Overall: (1) how do I filter the false positive tissue boundaries and blue pixels? and (2) how do I adjust the Otsu thresholding to capture the faint red positives?
Adding a revised example image -
top left the original image after using HistoQC to identify tissue regions and apply the mask it identified on the tissue such that all of the non-tissue regions are black. I should tru to adjust its parameters to exclude the folded tissue regions which appear more dark (towards the bottom left of this image). Suggestions for other tools to identify tissue regions are welcome.
top right hematoxylin after the deconvolution
bottom left AEC after the deconvolution
bottom right Otsu thresholding applied not the original RGB image trying to capture only the AEC positives pixels but showing also false positives and false negatives
Thanks

#cris-luengo thank you for your input on scikit-image! I am one of the core developers, and based on #assafb input, we are trying to rewrite the code on color/colorconv/separate_stains.
#Assafb: The negative log10 transformation is the Beer-Lambert mapping. What I don't understand in that code is the line rgb += 2. I don't know where that comes from or why they use it. I'm 100% sure it is wrong. I guess they're trying to avoid log10(0), but that should be done differently. I bet this is where your negative values come from, though.
Yes, apparently (I am not the original author of this code) we use rgb += 2 to avoid log10(0). I checked Fiji's Colour Deconvolution plugin, and they add 1 to their input. I tested several input numbers to help on that, and ~2 would let us closer to the desirable results.

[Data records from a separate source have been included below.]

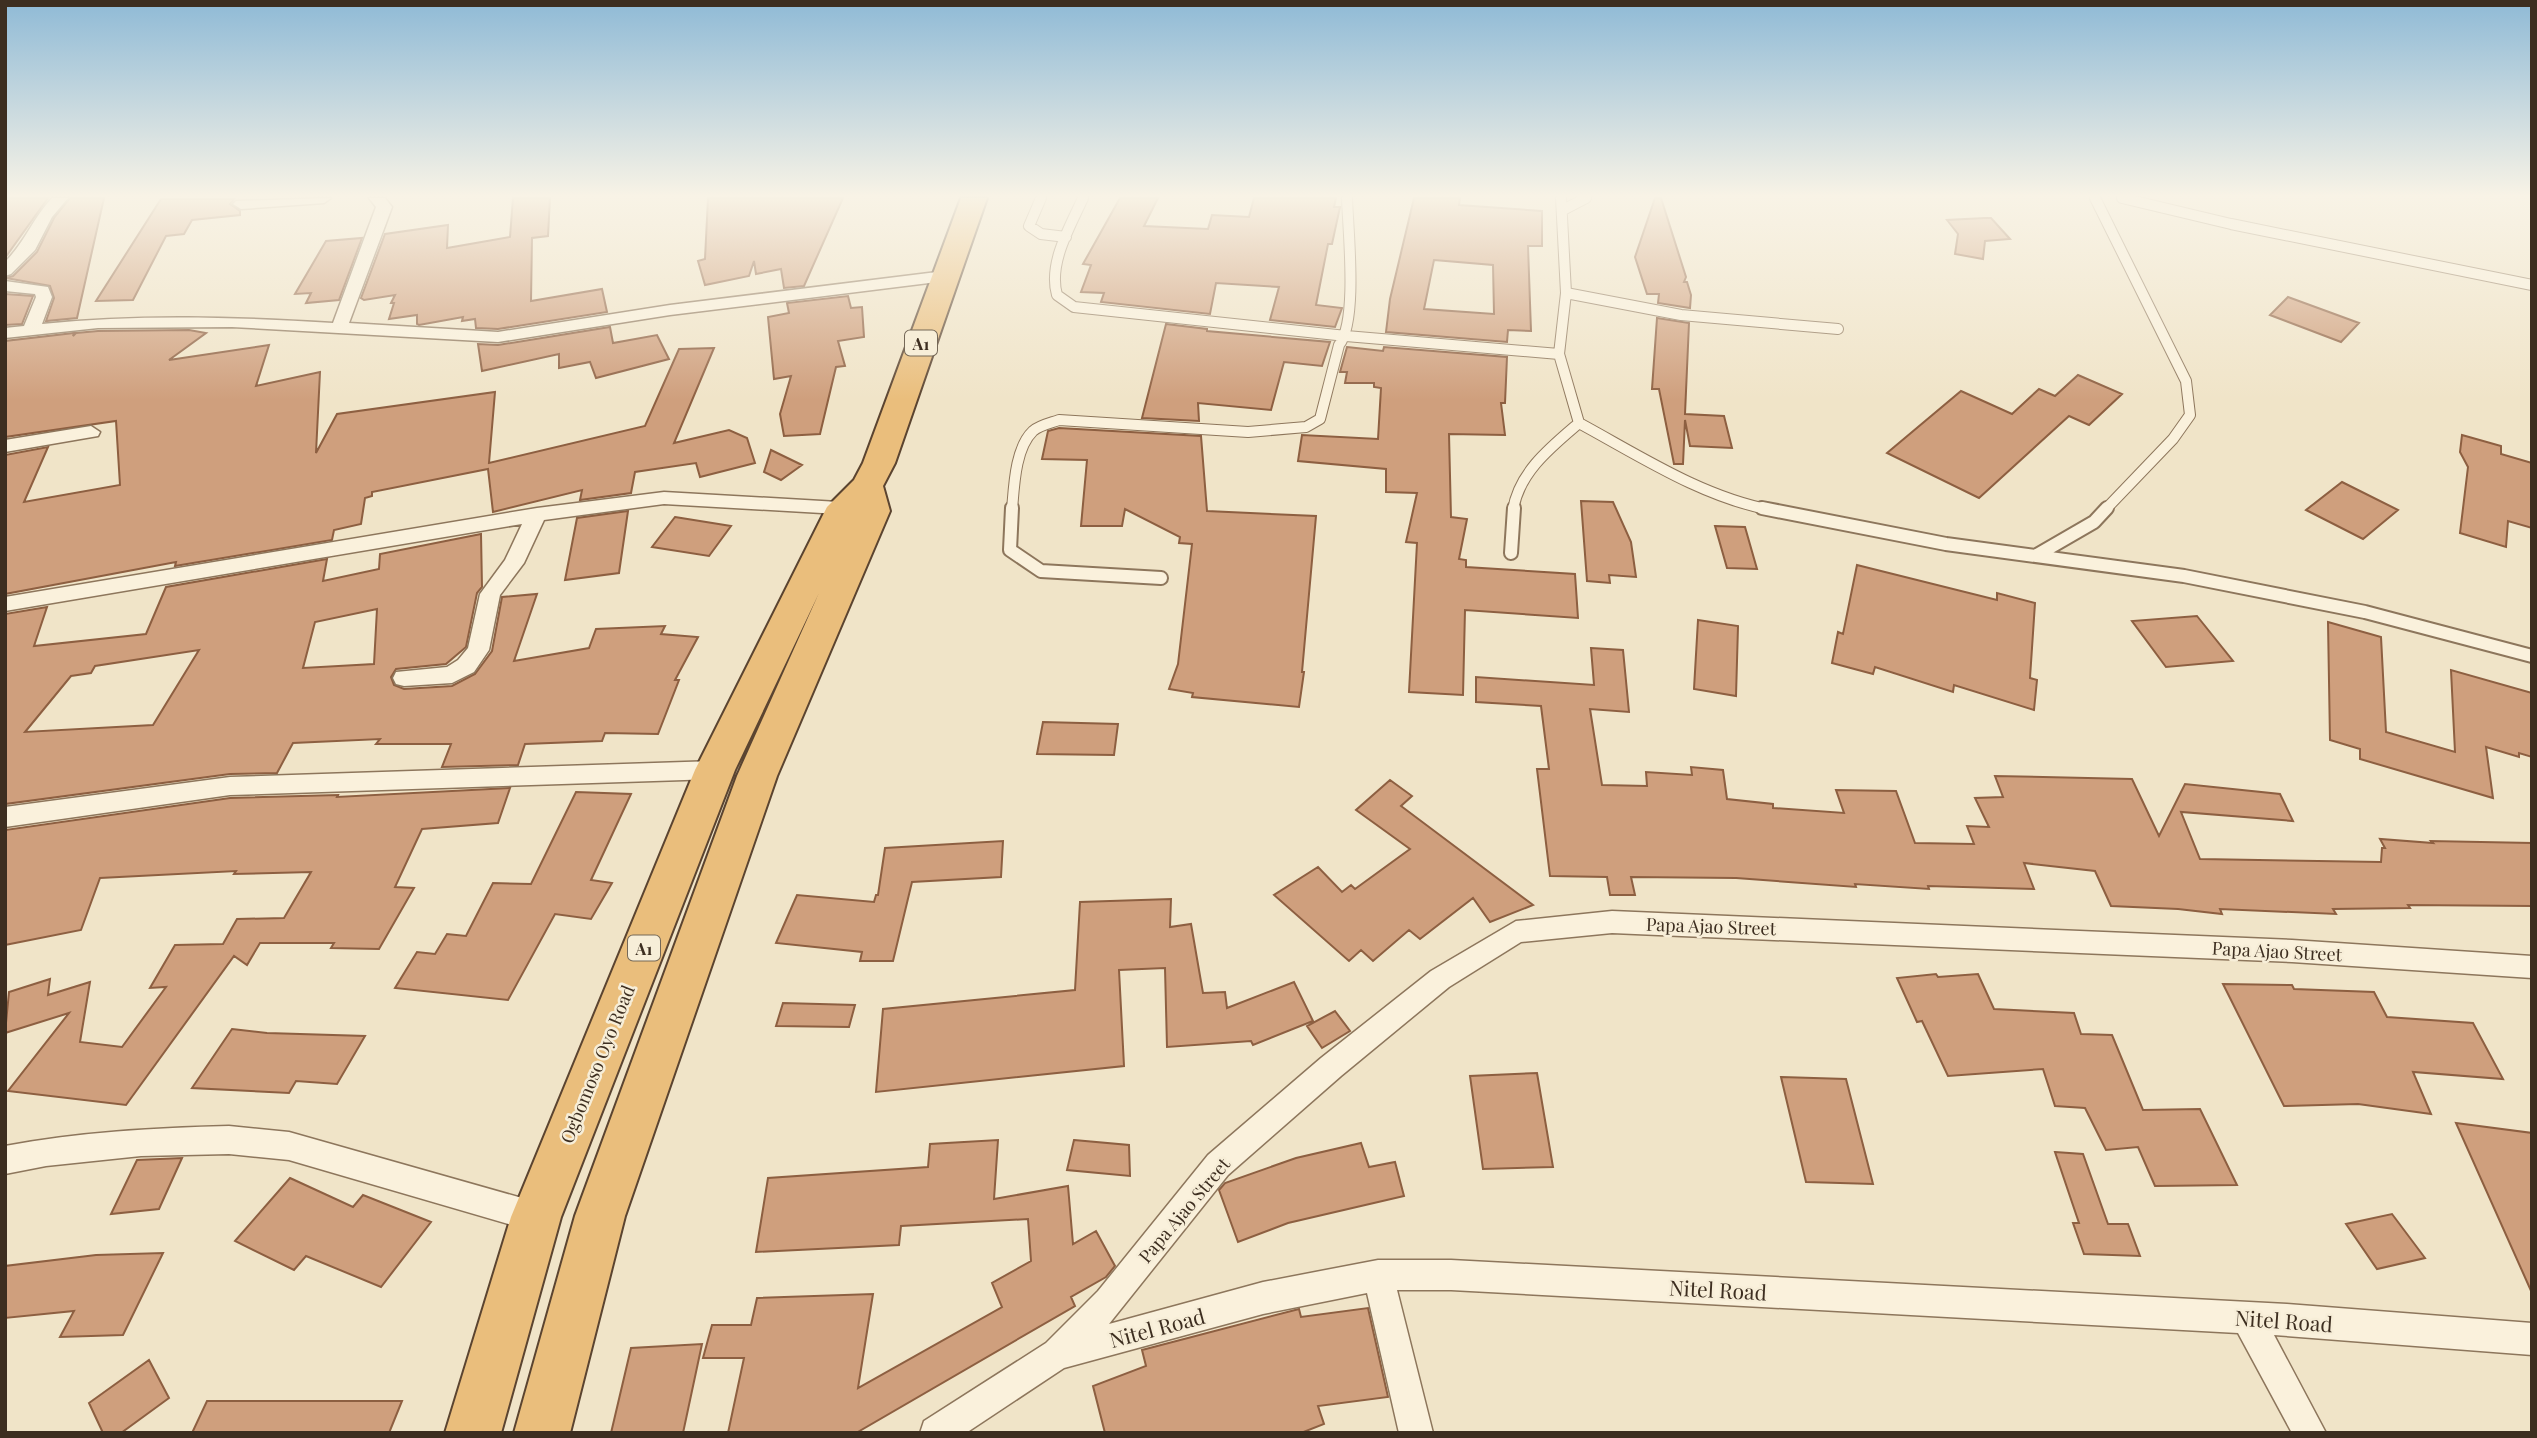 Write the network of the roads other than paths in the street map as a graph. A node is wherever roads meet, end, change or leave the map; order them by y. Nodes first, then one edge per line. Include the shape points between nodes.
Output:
1 (362, 265) edge
2 (949, 265) edge
3 (1057, 265) edge
4 (1349, 265) edge
5 (1565, 265) edge
6 (2128, 265) edge
7 (2441, 265) edge
8 (945, 276) junction
9 (2532, 285) edge
10 (5, 286) edge
11 (1566, 293) junction
12 (32, 328) junction
13 (339, 328) junction
14 (1838, 329) dead end
15 (5, 333) edge
16 (1346, 336) junction
17 (1559, 354) junction
18 (1579, 424) junction
19 (91, 432) dead end
20 (5, 446) edge
21 (861, 502) junction
22 (537, 514) junction
23 (1511, 553) dead end
24 (2037, 555) junction
25 (1161, 578) dead end
26 (5, 604) edge
27 (2532, 656) edge
28 (404, 678) dead end
29 (715, 770) junction
30 (5, 817) edge
31 (2532, 967) edge
32 (5, 1160) edge
33 (536, 1217) junction
34 (1378, 1275) junction
35 (2247, 1318) junction
36 (2532, 1339) edge
37 (1057, 1353) junction
38 (473, 1433) edge
39 (542, 1433) edge
40 (936, 1433) edge
41 (1416, 1433) edge
42 (2310, 1433) edge

1 - 13 street
2 - 8 highway, Ogbomoso Oyo Road / A1
3 - 16 lane via 1054,287 1058,297 1086,310
4 - 16 lane
5 - 11 lane
6 - 24 lane via 2186,381 2190,415 2094,522
7 - 9 lane
8 - 13 street via 670,310 499,337
8 - 21 highway, Ogbomoso Oyo Road / A1
10 - 12 street via 42,290 44,297
11 - 14 lane via 1681,315
11 - 17 lane
12 - 13 street via 232,322
12 - 15 street
16 - 17 lane
16 - 25 lane via 1339,345 1320,419 1307,427 1248,432 1059,421 1034,430 1024,446 1011,506 1010,551 1041,571
17 - 18 lane
18 - 23 lane via 1552,446 1517,489
18 - 24 lane via 1689,482 1745,505 1947,544
19 - 20 street
21 - 22 street via 664,498
21 - 29 highway, Ogbomoso Oyo Road / A1
21 - 39 highway, Ogbomoso Oyo Road / A1 via 757,776 600,1216
22 - 26 street
22 - 28 street via 514,563 490,594 478,650 466,666 452,675
24 - 27 lane via 2184,576 2365,612
29 - 30 street via 230,786
29 - 33 highway, Ogbomoso Oyo Road / A1
31 - 37 street, Papa Ajao Street via 2278,950 1612,922 1517,932 1440,979 1218,1165 1109,1301
32 - 33 street via 141,1142 229,1140 289,1146
33 - 38 highway, Ogbomoso Oyo Road / A1
34 - 35 street, Nitel Road via 1451,1275
34 - 37 street, Nitel Road via 1263,1298
34 - 41 street
35 - 36 street, Nitel Road
35 - 42 street
37 - 40 street, Nitel Road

#Assafb: Compare the implementation in skimage with what is described in the original paper. You'll see several errors in the implementation, most importantly the lack of a division by the max intensity. They should have used -np.log10(rgb/255) (assuming that 255 is the illumination intensity), rater than -np.log10(rgb).
Our input data is float; the max intensity in this case would be 1. I'd say that that's the reason we don't divide by something.
Besides that, I opened an issue on scikit-image to discuss these problems — and to specify a solution. I made some research already — I even checked DIPlib's documentation —, and implemented a different version of that specific function. However, stains are not my main area of expertise, and we would be glad if you could help evaluating that code — and maybe pointing a better solution.
Thank you again for your help!

There are several issues that cause improper quantification. I'll go over the details of how I would recommend you tackle these slides.
I'm using DIPlib, because I'm most familiar with it (I'm an author). It has Python bindings, which I use here, and can be installed with pip install diplib. However, none of this is complicated image processing, and you should be able to do similar processing with other libraries.
Loading image
There is nothing special here, except that the image has strong JPEG compression artifacts, which can interfere with the stain unmixing. We help the process a bit by smoothing the image with a small Gaussian filter.
import diplib as dip
import numpy as np
image = dip.ImageRead('example.png')
image = dip.Gauss(image, [1]) # because of the severe JPEG compression artifacts
Stain unmixing
[Personal note: I find it unfortunate that Ruifrok and Johnston, the authors of the paper presenting the stain unmixing method, called it "deconvolution", since that term already had an established meaning in image processing, especially in combination with microscopy. I always refer to this as "stain unmixing", never "deconvolution".]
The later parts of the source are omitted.